상기 바이오마커는 1.5배 이상 발현이 유의성 있게 증가 또는 감소하는 유전자로써, 암세포의 이동(cancer cell migration)과 관련된 유전자로 구성되어 있다.
본 발명자들은 벤조에이안트라센, 벤조케이플루오란텐 및 인데노(1,2,3-c,d)파이렌의 노출에 대한 암세포의 이동 관련 유전자 발현 여부 확인용 바이오마커를 발굴하기 위하여, 벤조에이안트라센, 벤조케이플루오란텐 또는 인데노(1,2,3-c,d)파이렌을 인간 간암 세포주(HepG2)에 처리하여 세포 독성을 확인하였다. 그 결과, 상기 벤조에이안트라센, 벤조케이플루오란텐 및 인데노(1,2,3-c,d)파이렌은 모두 인간 간암 세포주에 독성을 가짐이 확인되었고(도 1 참조), 상기 독성 실험을 바탕으로 벤조에이안트라센, 벤조케이플루오란텐 및 인데노(1,2,3-c,d)파이렌의 농도를 결정하였다(벤조에이안트라센; 36.09 μM, 벤조케이플루오란텐; 22.56 μM, 인데노(1,2,3-c,d)파이렌; 227.66 μM). 이후 상기 결정된 농도로 벤조에이안트라센, 벤조케이플루오란텐 또는 인데노(1,2,3-c,d)파이렌을 인간 간암 세포주에 처리하고, 상기 물질을 처리한 세포주에서 mRNA를 분리하여 cDNA를 합성하면서 형광물질(Cy5)로 표지하였으며, 약물을 처리하지 않은 대조군의 경우 Cy3로 표지하였다. 상기 형광표지된 cDNA를 44 k 올리고마이크로어레이 칩 Human whole genome microarray(Agilent, USA)와 혼성화 하였고, 형광 이미지를 스캔하여 유전자 발현 양상의 차이를 분석하였다(도 2 참조). 분석시 Cy5/Cy3 비율이 1.5배 이상인 경우 발현 증가된 유전자로 분류하였고, 0.667배 이하인 경우 발현 감소된 유전자로 분류하였다. 분석 결과, 벤조에이안트라센, 벤조케이플루오란텐 및 인데노(1,2,3-c,d)파이렌의 다환 방향족 탄화수소류의 노출에 의해 공통으로 발현이 증가된 유전자는 1.2%(44,000개의 유전자 중 532개)이고, 공통으로 발현이 감소된 유전자는 1.7%(44,000개의 유전자 중 742개)임을 확인하였다(도 3 참조). 이때, 벤조에이안트라센, 벤조케이플루오란텐 및 인데노(1,2,3-c,d)파이렌에 의해 공통으로 1.5배 이상 과발현 또는 저발현 되는 유전자들을 기능별로 분류한 결과, 암세포 이동(cancer cell migration) 관련 유전자들이 27종이 포함되어 있었다(표 2 참조).

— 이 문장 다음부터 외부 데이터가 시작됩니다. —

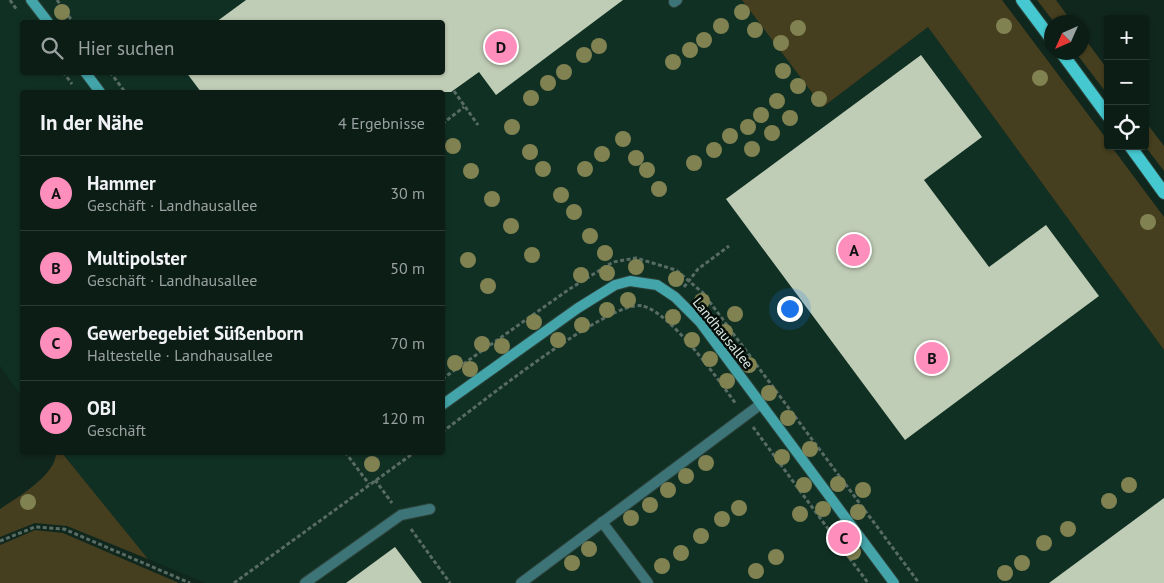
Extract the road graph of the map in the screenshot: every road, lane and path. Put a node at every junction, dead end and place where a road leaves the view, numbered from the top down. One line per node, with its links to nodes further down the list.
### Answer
1 (31, 0): 4 (street)
2 (57, 0): 5 (path)
3 (1022, 0): 6 (main road)
4 (46, 20)
5 (72, 20)
6 (1044, 29)
7 (1067, 60): 14 (main road)
8 (87, 75): 10 (street)
9 (112, 75): 11 (path)
10 (98, 90)
11 (124, 90)
12 (454, 91): 13 (path)
13 (464, 107): 15 (path); 16 (path)
14 (1104, 111)
15 (445, 122)
16 (478, 125)
17 (1133, 150): 18 (main road)
18 (1164, 193)
19 (729, 246): 20 (path)
20 (690, 280): 21 (path); 23 (path); 44 (path)
21 (675, 297): 22 (path); 24 (street, Landhausallee); 25 (street, Landhausallee)
22 (660, 314): 26 (path); 27 (path)
23 (445, 377)
24 (445, 404)
25 (761, 404): 26 (lane); 43 (street, Landhausallee)
26 (745, 416): 34 (lane); 42 (path)
27 (445, 430)
28 (347, 455): 31 (path)
29 (411, 455): 30 (path)
30 (375, 480): 31 (path); 33 (path)
31 (369, 484): 37 (path)
32 (430, 509): 33 (lane)
33 (401, 515): 38 (lane); 39 (path)
34 (602, 522): 40 (lane); 41 (lane)
35 (0, 542): 36 (path)
36 (190, 583)
37 (234, 583)
38 (305, 583)
39 (450, 583)
40 (521, 583)
41 (648, 583)
42 (868, 583)
43 (894, 583)
44 (919, 583)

본 발명자들은 상기 유전자 중 과발현된 유전자 4종, 즉 등록번호(Genebank) NM_002228[AP-1, jun oncogene], 유전자 등록번호(Genebank) NM_005238[ETS-1, v-ets erythroblastosis virus E26 oncogene homolog 1 (avian)], 유전자 등록번호(Genebank) NM_005985[SNAI1, snail homolog 1 (Drosophila)] 및 유전자 등록번호(Genebank) NM_002203[ITGA2, integrin, alpha 2 (CD49B, alpha 2 subunit of VLA-2 receptor)]에 대하여 실시간 RT-PCR(real-time reverse transcript polymerase chain reaction) 방법으로 발현 양상을 조사하였다. 그 결과, 상기 4종의 과발현 유전자들의 발현 양상이 올리고마이크로어레이 칩 결과와 유사하게 나타남을 확인하였다(표 4 참조).
따라서, 본 발명의 상기 암세포 이동 관련 유전자는 벤조에이안트라센, 벤조케이플루오란텐 및 인데노(1,2,3-c,d)파이렌의 노출에 의해 공통적으로 발현 변화를 일으킴으로써, 벤조에이안트라센, 벤조케이플루오란텐 또는 인데노(1,2,3-c,d)파이렌의 노출에 대한 암세포 이동 관련 유전자 발현 여부 확인용 바이오마커로서 유용하게 사용할 수 있다.
또한, 본 발명은 상기 바이오마커 유전자의 핵산 서열의 전부 또는 18 내지 30개의 핵산 서열로 구성되는 상기 유전자의 단편인 올리고뉴클레오티드, 또는 이의 상보가닥 분자가 집적된 벤조에이안트라센, 벤조케이플루오란텐 또는 인데노(1,2,3-c,d)파이렌의 노출에 대한 암세포 이동 관련 유전자 발현 여부 확인용 DNA 마이크로어레이 칩을 제공한다.
상기 올리고뉴클레오티드 또는 이의 상보가닥 분자는 상기 바이오마커 유전자의 18 내지 30개의 핵산을 포함하고, 바람직하게는 20 내지 25개의 핵산을 포함할 수 있다.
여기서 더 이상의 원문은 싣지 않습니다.